Walter Miller and Virginia Clark

http://www.rainfall.com/posters/newsservicephotos/94842.htm

Here's a photograph of Walter Miller Clark's first cousin (his mother's sister's daughter) who married the Hungarian Count Anton Sigray von Febre in 1910. The wedding was a 'top drawer' affair, attended by Thomas Cardeza and George and Eleanor Widener, besides swarms of other Society luminaries.

Unusually for a debutante, Harriot had been an active supporter of the fashionable Metropolitan Opera. 'The New York Times' of 12 November, 1907, noted that she was the youngest girl that season to have engaged a parterre box in her own name.
 
http://www.1st100.com/part1/wclark.html

Brian has already flagged this link on another thread but, for the purpose of general comprehensiveness, it perhaps deserves a place here as well. The Clark family was one of the wealthiest and most influential in the western States around the turn of the century - a position only consolidated by their marital alliance to the Dalys, which Brian detailed in his post above. Included is a photograph of Walter Miller Clark's parents, J. Ross Clark and his wife Miriam, standing on the steps of their private railroad carriage, with Walter and Virginia's son, J. Ross Clark II. Given the very distinctive style of Mrs Clark's gown, I'd set the date of this snapshot to somewhere between 1912 and 1914 - exactly the time that the 'Titanic' was making her fateful voyage. Another link, attached below, supplies some more biographical information about Walter's father, together with a small picture:

http://www.findagrave.com/cgi-bin/fg.cgi?page=gr&GSln=Clark&GScty=17920&GRid=9364146&

J. Ross Clark's brother (Walter's uncle), Senator William A. Clark, was himself quite a character - and, upon his death at a ripe old age in 1925, was apparently one of the '50 richest Americans ever':

http://en.wikipedia.org/wiki/William_Andrews_Clark

After his move to New York, Senator Clark built himself a house on Fifth Avenue. I think the kindest word that can be used for this particular pile is...ummm...'bold':

http://www.flickr.com/photos/cprimm_manly427/2519246942/

At least one contemporary source I've come across suggests that Senator and Mrs Clark were at the pier on the evening of 18th April to meet the 'Carpathia' when she docked, carrying their now-widowed niece, Virginia. And it was their son, William A. Clark Jr, who afterwards escorted her via rail from Salt Lake City to her home in Los Angeles.

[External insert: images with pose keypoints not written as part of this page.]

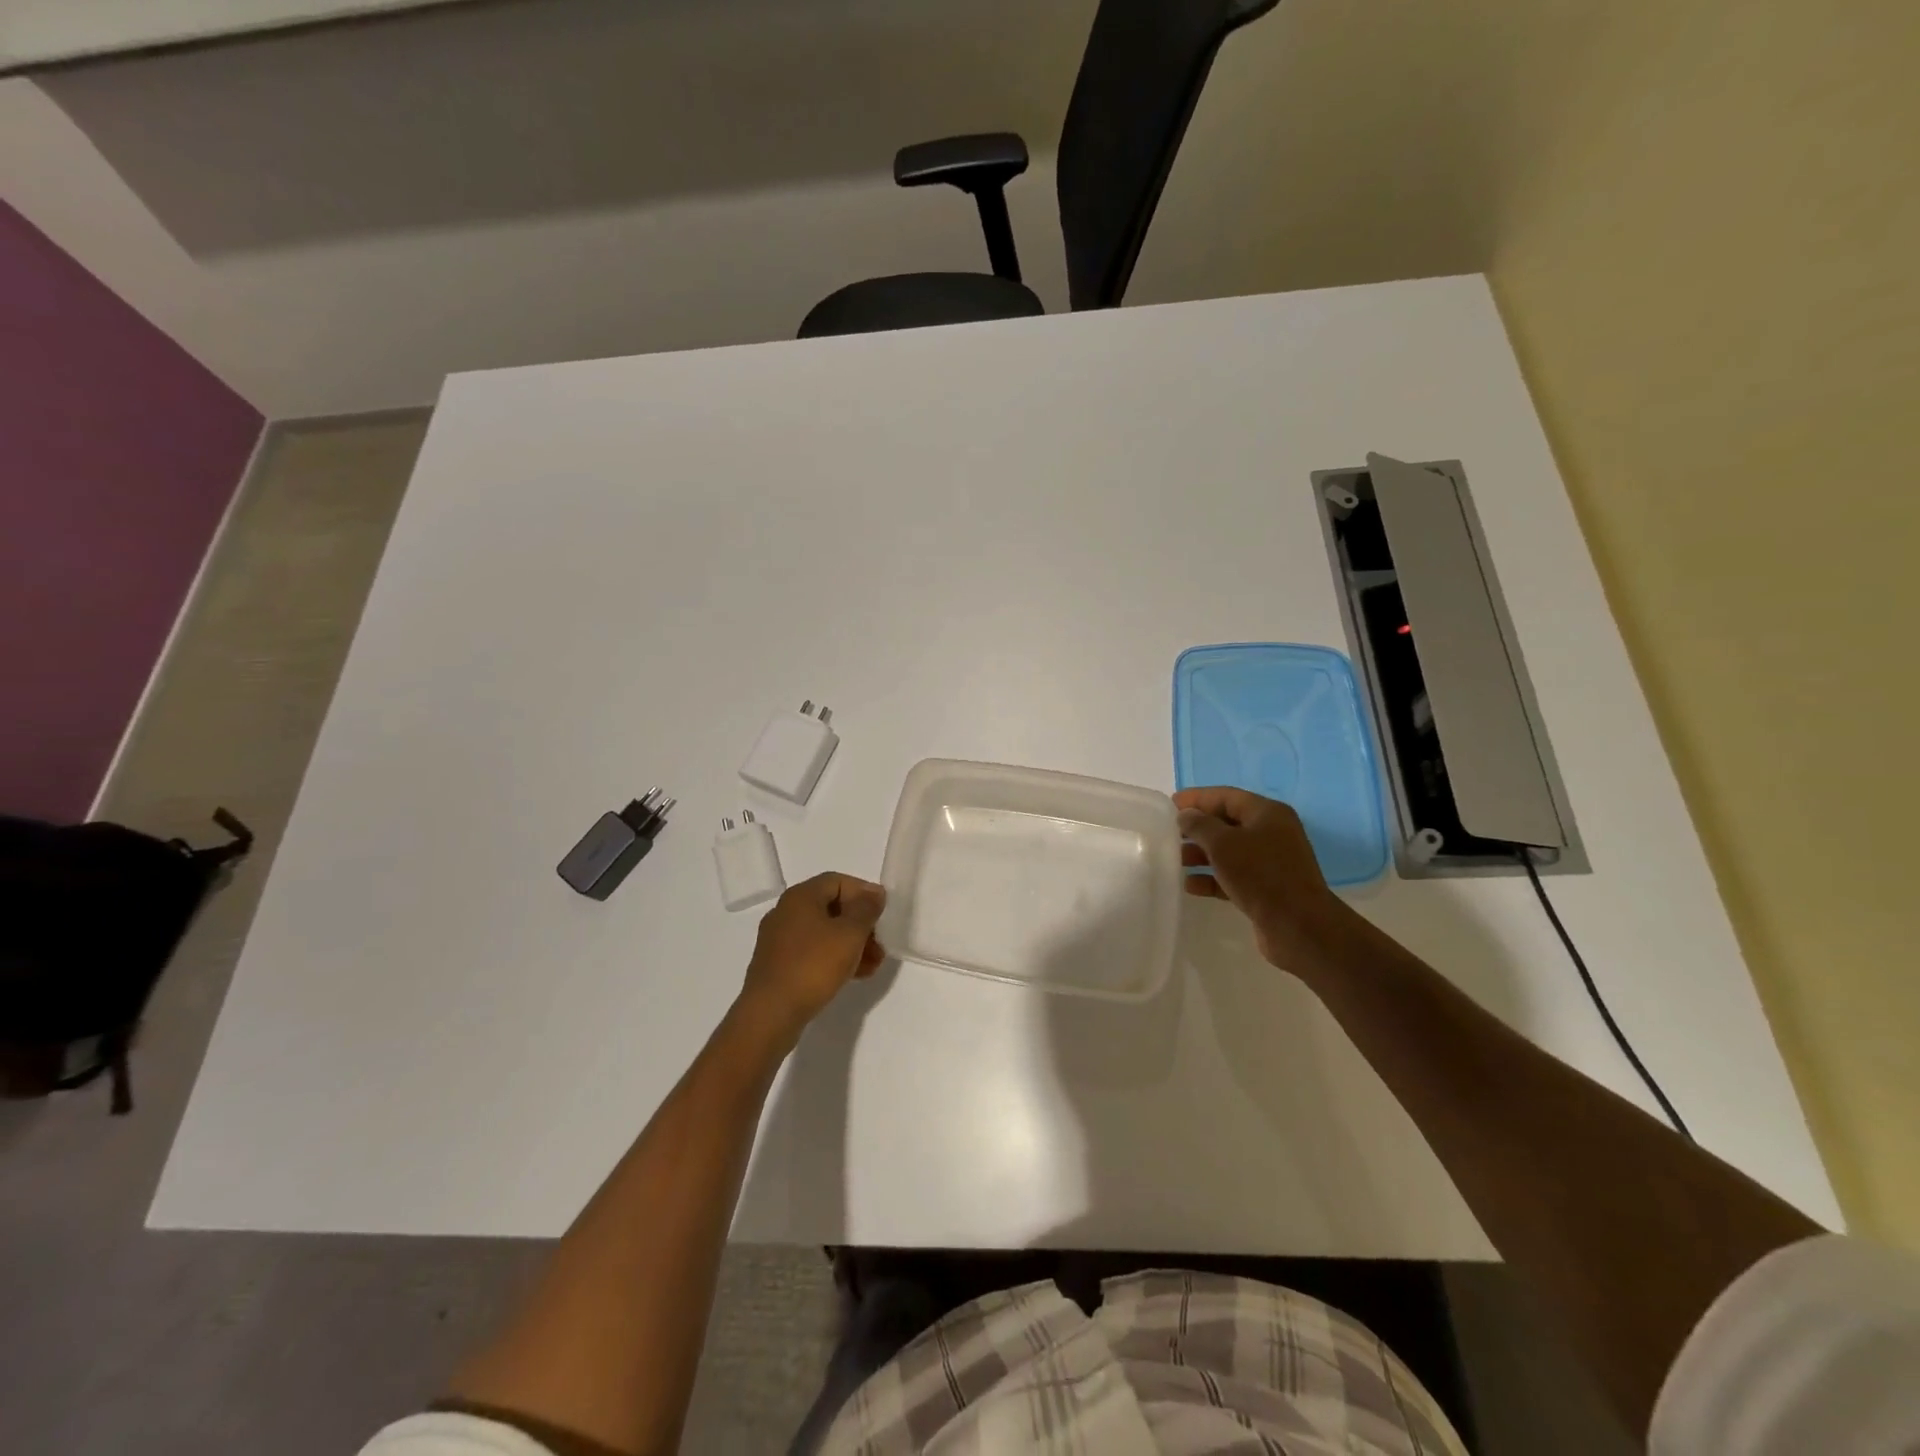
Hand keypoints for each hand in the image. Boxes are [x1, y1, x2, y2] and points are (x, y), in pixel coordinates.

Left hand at [737, 872, 886, 1036]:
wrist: (771, 1013)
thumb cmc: (813, 965)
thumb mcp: (850, 934)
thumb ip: (866, 909)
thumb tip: (874, 893)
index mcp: (800, 897)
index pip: (837, 881)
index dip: (863, 892)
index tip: (883, 912)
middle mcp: (786, 912)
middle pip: (831, 908)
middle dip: (860, 924)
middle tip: (880, 943)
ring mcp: (779, 940)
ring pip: (823, 933)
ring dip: (851, 944)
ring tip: (873, 965)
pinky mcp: (778, 965)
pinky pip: (812, 952)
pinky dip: (834, 958)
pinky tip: (853, 976)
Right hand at [1173, 786, 1350, 973]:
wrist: (1298, 927)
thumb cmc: (1261, 875)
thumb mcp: (1224, 844)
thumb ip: (1200, 825)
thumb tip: (1186, 815)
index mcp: (1267, 814)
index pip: (1226, 796)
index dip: (1197, 798)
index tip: (1169, 804)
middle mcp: (1271, 833)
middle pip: (1227, 823)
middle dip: (1197, 828)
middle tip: (1169, 833)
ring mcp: (1270, 862)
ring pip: (1229, 851)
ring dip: (1201, 854)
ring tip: (1175, 860)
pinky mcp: (1266, 888)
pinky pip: (1233, 876)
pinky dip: (1212, 878)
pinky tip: (1190, 886)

Like Eleanor Widener, with her library at Harvard, and Julia Cavendish, with her village hall in Suffolk, Walter's mother Miriam later gave some of her seemingly considerable wealth to propagate the memory of her lost loved one in bricks and mortar. In 1937, she donated the land and funds to build the Walter Miller Clark Memorial Community Church in Lakewood, California:

http://www.thelvcc.org/
 
Happy New Year, Martin!

Your posts are motivating me to finally finish writing up the summary of Virginia's life - as told by contemporary news accounts from her days as a Montana belle to her days as a much-married New York-Palm Beach-Pasadena society matron - that I probably started a year ago. Her life might win the prize for the most soap opera-esque of First Class ladies (though, of course, she's got stiff competition).
 
Hi Brian

Naturally, I'll be thrilled to read anything you might care to contribute here about Walter and Virginia Clark. Although I am, by the sounds of it, ten paces behind you with my research, I've been following up a few leads of my own and eagerly anticipate your summary. I'm sure it will be a corker.

Myself, I've been using the holidays to write my own potted biography of James Clinch Smith, which I hope to get on-line in the next month or so.

Best wishes for a happy and healthy 2009.